Candidate Relationship Building – Lessons Learned
By Charles Elliott
As a Recruiter and a sales professional I am constantly looking for ways to improve by reading books, searching through articles, and receiving mentorship. This week was an education in the act of failing. A word and action many attribute a negative connotation to and look to avoid at all costs. On the contrary, it is necessary to be comfortable with failure as it is the only way to find success. Seeing it as a natural path towards your success sets value in the process, ultimately finding the best solution.
A critical part of the recruitment process is following up with candidates placed during their first three months, guiding them and setting the tone for a long lasting relationship. This is a great time to speak with the candidate to inquire how their ramp up period is progressing and to address any foreseeable problems that may arise. Paying close attention to how they react is key in finding useful information.
Most follow ups go off without a hitch with responses: “The job is going great” or “Thank you, I couldn’t advance my career without you”, this phone call was somehow different. I could hear a straining in his voice as he explained the job was going well but had not made a sale after 2 months of employment. This proved additionally worrisome for him sitting at their regular company meetings; hearing that sales were slow and cost reduction was top priority. Picking up on his concern that being the last one hired, he would be the first one to get the boot if things were to continue. Reading that this wasn’t a standard phone call follow up, I invited him out to lunch.
Over the course of an hour and a half he had explained to me this new role had a sales cycles that was much longer than his previous company and the paths he had tried to potentially make a sale have proven unsuccessful. He was hired as a problem solver, as someone who’s attention to detail could open new doors of business for the company. I could tell he was frustrated and seemingly out of sales solutions.
After a number of probing questions about his sales process I noticed when one of his efforts didn’t work out, he would administer a heavy weight of criticism upon himself impeding his performance. Inquiring further revealed the concept of “failure” was a viewed negatively amongst his family and friends.

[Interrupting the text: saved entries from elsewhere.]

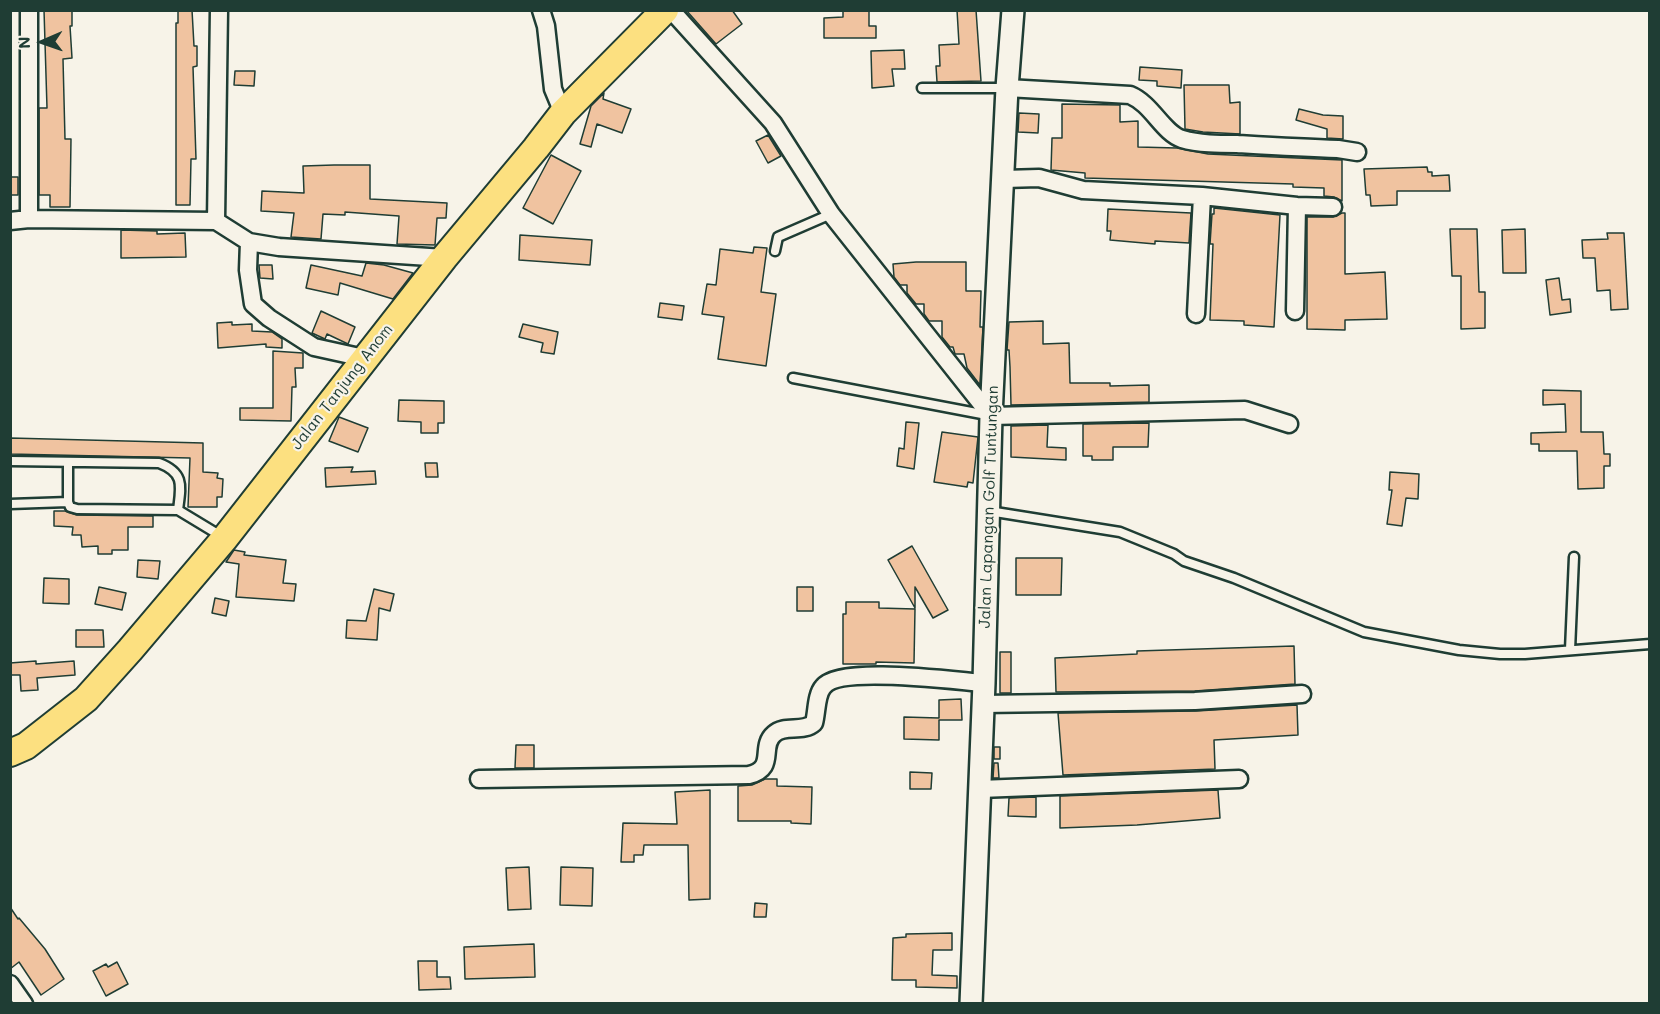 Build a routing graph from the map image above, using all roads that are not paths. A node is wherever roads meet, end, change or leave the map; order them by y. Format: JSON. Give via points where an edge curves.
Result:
{"nodes":[{"id":1,"x":29,"y":10,"type":"edge"},
{"id":2,"x":219,"y":10,"type":"edge"},
{"id":3,"x":541,"y":10,"type":"edge"},
{"id":4,"x":665,"y":10,"type":"edge"},
{"id":5,"x":671,"y":10,"type":"edge"},
{"id":6,"x":1013,"y":10,"type":"edge"},
{"id":7,"x":922,"y":88,"type":"dead end"},
{"id":8,"x":1007,"y":88,"type":"junction"},
{"id":9,"x":562,"y":113,"type":"junction"},
{"id":10,"x":1357,"y":152,"type":"dead end"},
{"id":11,"x":1004,"y":179,"type":"junction"},
{"id":12,"x":1202,"y":196,"type":"junction"},
{"id":13,"x":1297,"y":206,"type":"junction"},
{"id":14,"x":1333,"y":207,"type":"dead end"},
{"id":15,"x":831,"y":214,"type":"junction"},
{"id":16,"x":28,"y":219,"type":"junction"},
{"id":17,"x":10,"y":220,"type":"edge"},
{"id":18,"x":216,"y":221,"type":"junction"},
{"id":19,"x":249,"y":242,"type":"junction"},
{"id":20,"x":775,"y":251,"type":"dead end"},
{"id":21,"x":444,"y":258,"type":"junction"},
{"id":22,"x":1295,"y":311,"type":"dead end"},
{"id":23,"x":1196,"y":314,"type":"dead end"},
{"id":24,"x":364,"y":358,"type":"junction"},
{"id":25,"x":793,"y":378,"type":"dead end"},
{"id":26,"x":991,"y":416,"type":"junction"},
{"id":27,"x":1289,"y":424,"type":"dead end"},
{"id":28,"x":10,"y":461,"type":"edge"},
{"id":29,"x":69,"y":463,"type":"junction"},
{"id":30,"x":68,"y":502,"type":"junction"},
{"id":31,"x":10,"y":504,"type":"edge"},
{"id":32,"x":178,"y":510,"type":"junction"},
{"id":33,"x":988,"y":511,"type":"junction"},
{"id":34,"x":225,"y":538,"type":"junction"},
{"id":35,"x":1574,"y":557,"type":"dead end"},
{"id":36,"x":1650,"y":644,"type":"edge"},
{"id":37,"x":1570,"y":650,"type":"junction"},
{"id":38,"x":984,"y":683,"type":"junction"},
{"id":39,"x":1302,"y":694,"type":"dead end"},
{"id":40,"x":983,"y":704,"type":"junction"},
{"id":41,"x":10,"y":753,"type":"edge"},
{"id":42,"x":479,"y":779,"type":"dead end"},
{"id":43,"x":1239,"y":779,"type":"dead end"},
{"id":44,"x":980,"y":789,"type":"junction"},
{"id":45,"x":10,"y":984,"type":"edge"},
{"id":46,"x":24,"y":1004,"type":"edge"},
{"id":47,"x":971,"y":1004,"type":"edge"}],
"edges":[{"from":1,"to":16,"type":"street"},
{"from":2,"to":18,"type":"street"},
{"from":3,"to":9,"type":"street","via":[[553,89]]},
{"from":4,"to":9,"type":"main road","name":"Jalan Tanjung Anom"},
{"from":5,"to":15,"type":"street","via":[[773,123]]},
{"from":6,"to":8,"type":"street","name":"Jalan Lapangan Golf Tuntungan"},
{"from":7,"to":8,"type":"lane"},
{"from":8,"to":10,"type":"street","via":[[1130,95],[1147,105],[1180,139]]},
{"from":8,"to":11,"type":"street","name":"Jalan Lapangan Golf Tuntungan"},
{"from":9,"to":21,"type":"main road","name":"Jalan Tanjung Anom"},
{"from":11,"to":12,"type":"street","via":[[1039,178],[1083,190]]},
{"from":11,"to":26,"type":"street","name":"Jalan Lapangan Golf Tuntungan"},
{"from":12,"to":13,"type":"street"},
{"from":12,"to":23,"type":"street"},
{"from":13,"to":14,"type":"street"},
{"from":13,"to":22,"type":"street"},
{"from":15,"to":20,"type":"lane","via":[[780,236]]},
{"from":15,"to":26,"type":"street"},
{"from":16,"to":17,"type":"street"},
{"from":16,"to":18,"type":"street"},
{"from":18,"to":19,"type":"street"},
{"from":19,"to":21,"type":"street"},
{"from":19,"to":24,"type":"street","via":[[253,304],[314,347]]},
{"from":21,"to":24,"type":"main road","name":"Jalan Tanjung Anom"},
{"from":24,"to":34,"type":"main road","name":"Jalan Tanjung Anom"},
{"from":25,"to":26,"type":"lane"},
{"from":26,"to":27,"type":"street","via":[[1245,410]]},
{"from":26,"to":33,"type":"street","name":"Jalan Lapangan Golf Tuntungan"},
{"from":28,"to":29,"type":"lane"},
{"from":29,"to":30,"type":"lane"},
{"from":29,"to":32,"type":"lane","via":[[159,463],[171,468],[179,477]]},
{"from":30,"to":31,"type":"lane"},
{"from":30,"to":32,"type":"lane","via":[[77,509]]},
{"from":32,"to":34,"type":"lane"},
{"from":33,"to":37,"type":"lane","via":[[1120,532],[1364,632],[1500,654]]},
{"from":33,"to":38,"type":"street","name":"Jalan Lapangan Golf Tuntungan"},
{"from":34,"to":41,"type":"main road","name":"Jalan Tanjung Anom","via":[[86,699],[26,746]]},
{"from":35,"to":37,"type":"lane"},
{"from":36,"to":37,"type":"lane"},
{"from":38,"to":40,"type":"street","name":"Jalan Lapangan Golf Tuntungan"},
{"from":38,"to":42,"type":"street","via":[[860,675],[830,681],[820,691],[814,723],[804,729],[774,734],[765,765],[749,775]]},
{"from":39,"to":40,"type":"street","via":[[1195,701]]},
{"from":40,"to":44,"type":"street","name":"Jalan Lapangan Golf Tuntungan"},
{"from":43,"to":44,"type":"street"},
{"from":44,"to":47,"type":"street","name":"Jalan Lapangan Golf Tuntungan"},
{"from":45,"to":46,"type":"street"}]} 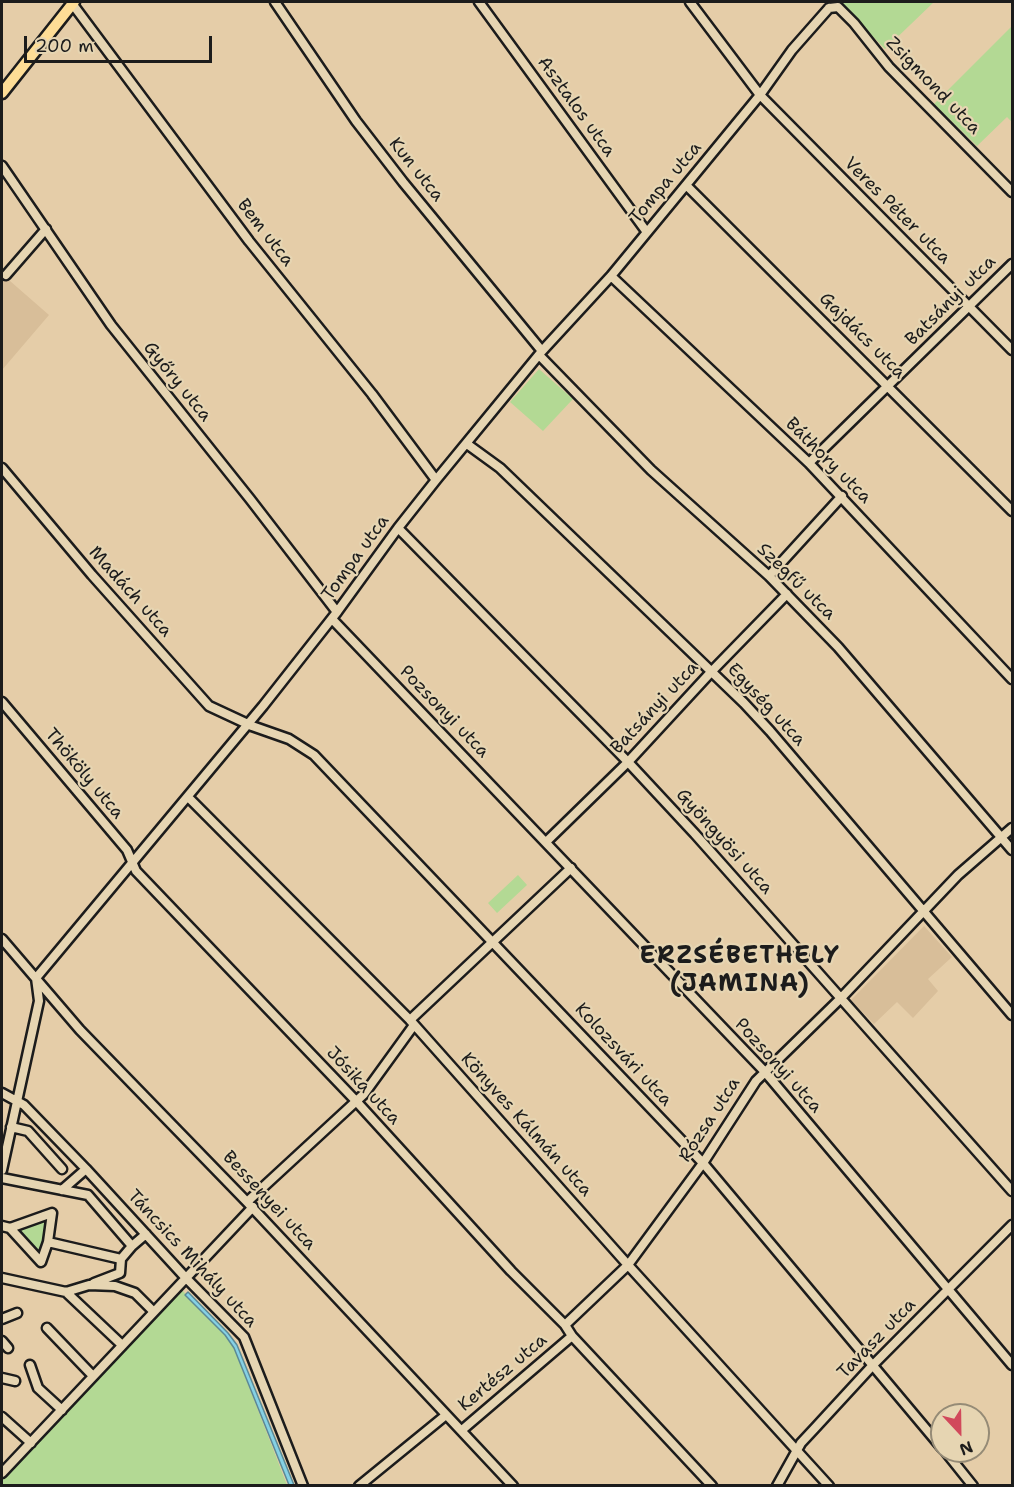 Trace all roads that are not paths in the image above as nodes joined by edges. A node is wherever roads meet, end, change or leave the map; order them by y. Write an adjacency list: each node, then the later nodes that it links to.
1 (73, 2): 6 (main road); 23 (street, Bem utca)
2 (275, 2): 18 (street, Kun utca)
3 (479, 2): 12 (street, Asztalos utca)
4 (690, 2): 7 (street, Veres Péter utca)
5 (826, 5): 7 (street, Tompa utca); 10 (street, Zsigmond utca)
6 (2, 93)
7 (759, 95): 9 (street, Tompa utca); 16 (street, Veres Péter utca)
8 (2, 165): 11 (street, Győry utca)
9 (687, 185): 12 (street, Tompa utca); 19 (street, Gajdács utca)
10 (1012, 192)
11 (46, 229): 14 (street); 29 (street, Győry utca)
12 (646, 231): 15 (street, Tompa utca)
13 (1012, 264): 16 (street, Batsányi utca)
14 (6, 275)
15 (611, 276): 18 (street, Tompa utca); 21 (street, Báthory utca)
16 (969, 307): 17 (street, Veres Péter utca); 19 (street, Batsányi utca)
17 (1012, 350)
18 (540, 353): 20 (street, Tompa utca); 27 (street, Szegfű utca)
19 (888, 385): 21 (street, Batsányi utca); 25 (street, Gajdács utca)
20 (467, 444): 23 (street, Tompa utca); 30 (street, Egység utca)
21 (809, 463): 24 (street, Báthory utca)
22 (2, 468): 33 (street, Madách utca)
23 (436, 480): 26 (street, Tompa utca)
24 (842, 496): 27 (street); 31 (street, Báthory utca)
25 (1012, 511)
26 (398, 528): 29 (street, Tompa utca); 34 (street, Gyöngyösi utca)
27 (769, 576): 28 (street, Szegfű utca)
28 (787, 594): 30 (street, Batsányi utca); 37 (street, Szegfű utca)
29 (335, 616): 33 (street, Tompa utca); 38 (street, Pozsonyi utca)
30 (712, 671): 34 (street, Batsányi utca); 42 (street, Egység utca)
31 (1012, 679)
32 (2, 702): 40 (street, Thököly utca)
33 (247, 724): 35 (street, Tompa utca); 44 (street, Kolozsvári utca)
34 (628, 762): 38 (street, Batsányi utca); 46 (street, Gyöngyösi utca)
35 (188, 797): 40 (street, Tompa utca); 48 (street, Könyves Kálmán utca)
36 (1012, 828): 37 (street, Rózsa utca)
37 (1002, 838): 39 (street, Szegfű utca); 42 (street, Rózsa utca)
38 (546, 842): 41 (street, Pozsonyi utca)
39 (1012, 850)
40 (134, 866): 45 (street, Tompa utca); 52 (street, Jósika utca)
41 (571, 868): 44 (street); 49 (street, Pozsonyi utca)
42 (924, 910): 46 (street, Rózsa utca); 47 (street, Egység utca)
43 (2, 939): 45 (street, Bessenyei utca)
44 (493, 941): 48 (street); 54 (street, Kolozsvári utca)
45 (36, 978): 51 (street); 61 (street, Bessenyei utca)
46 (841, 998): 49 (street, Rózsa utca); 60 (street, Gyöngyösi utca)
47 (1012, 1015)
48 (412, 1023): 52 (street); 68 (street, Könyves Kálmán utca)
49 (765, 1072): 54 (street, Rózsa utca); 72 (street, Pozsonyi utca)
50 (2, 1092): 51 (street, Táncsics Mihály utca)
51 (18, 1100): 53 (street); 56 (street, Táncsics Mihály utca)
52 (356, 1101): 61 (street); 77 (street, Jósika utca)
53 (11, 1127): 55 (street); 57 (street)
54 (703, 1163): 68 (street, Rózsa utca); 82 (street, Kolozsvári utca)
55 (62, 1169)
56 (86, 1169): 59 (street); 64 (street, Táncsics Mihály utca)
57 (2, 1170)
58 (2, 1178): 59 (street)
59 (63, 1190): 66 (street)
60 (1012, 1191)
61 (250, 1205): 69 (street); 88 (street, Bessenyei utca)
62 (1012, 1225): 72 (street, Tavasz utca)
63 (6, 1227): 65 (street); 65 (street)
64 (146, 1234): 66 (street); 69 (street, Táncsics Mihály utca)
65 (48, 1242): 67 (street)
66 (132, 1246): 67 (street)
67 (121, 1259): 71 (street)
68 (628, 1265): 77 (street, Kertész utca); 93 (street, Könyves Kálmán utca)
69 (185, 1277): 74 (street); 96 (street, Táncsics Mihály utca)
70 (2, 1278): 73 (street)
71 (112, 1281): 73 (street); 74 (street)
72 (948, 1290): 82 (street, Tavasz utca); 83 (street, Pozsonyi utca)
73 (66, 1292): 80 (street)
74 (153, 1311): 80 (street)
75 (17, 1313): 76 (street)
76 (2, 1319)
77 (565, 1325): 79 (street, Kertész utca)
78 (47, 1328): 84 (street)
79 (572, 1336): 90 (street, Kertész utca); 99 (street)
80 (122, 1345): 84 (street)
81 (30, 1365): 87 (street)
82 (873, 1365): 91 (street, Kolozsvári utca); 93 (street, Tavasz utca)
83 (1012, 1365)
84 (93, 1376): 87 (street)
85 (2, 1378): 86 (street)
86 (15, 1382)
87 (62, 1410): 92 (street)
88 (446, 1415): 90 (street, Bessenyei utca); 97 (street, Kertész utca)
89 (2, 1417): 92 (street)
90 (462, 1430): 98 (street, Bessenyei utca)
91 (930, 1433)
92 (31, 1443): 95 (street)
93 (797, 1451): 100 (street, Tavasz utca); 101 (street, Könyves Kálmán utca)
94 (955, 1463): 102 (street, Kolozsvári utca)
95 (2, 1473)
96 (303, 1485)
97 (359, 1485)
98 (513, 1485)
99 (712, 1485)
100 (777, 1485)
101 (829, 1485)
102 (974, 1485)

I was shocked that a man of his excellent sales skill would view failure so poorly.
I explained to him that failure was necessary, that it was a part of the sales process. Any professional I had come across embraced its intrinsic value. It was important to point out that failure without learned reflection could lead to repeating the same mistakes. His viewpoint on this concept was crippling his problem solving abilities.
I explained to him; actions he had done in the past deemed it necessary for him to learn from his failures and to view them as a positive. Dates he had went on that failed led him to his beautiful and capable wife, applications he had submitted to companies without response let him to this role. He was starting to understand that he had been learning from these challenges all along proving that this situation was no different. He left with a renewed sense of purpose and a different perspective on his now digestible problems.
I was extremely pleased I spent the hour and a half with him for lunch. Not only for the sake of saving a placement, It felt good to be a sounding board for a great candidate and help him see a path to success. This is one of the more rewarding aspects of my role as a recruiter.
I’ve adopted a philosophy over a decade of sales and recruitment experience. People don’t need to be told what to do, they grow when they find it through their own natural learning. Providing a question they have yet to ask themselves allows someone to take the natural steps relevant to their unique problem. We have our own choices to make and failures to learn from, how we can help is often taking the time to ask these questions.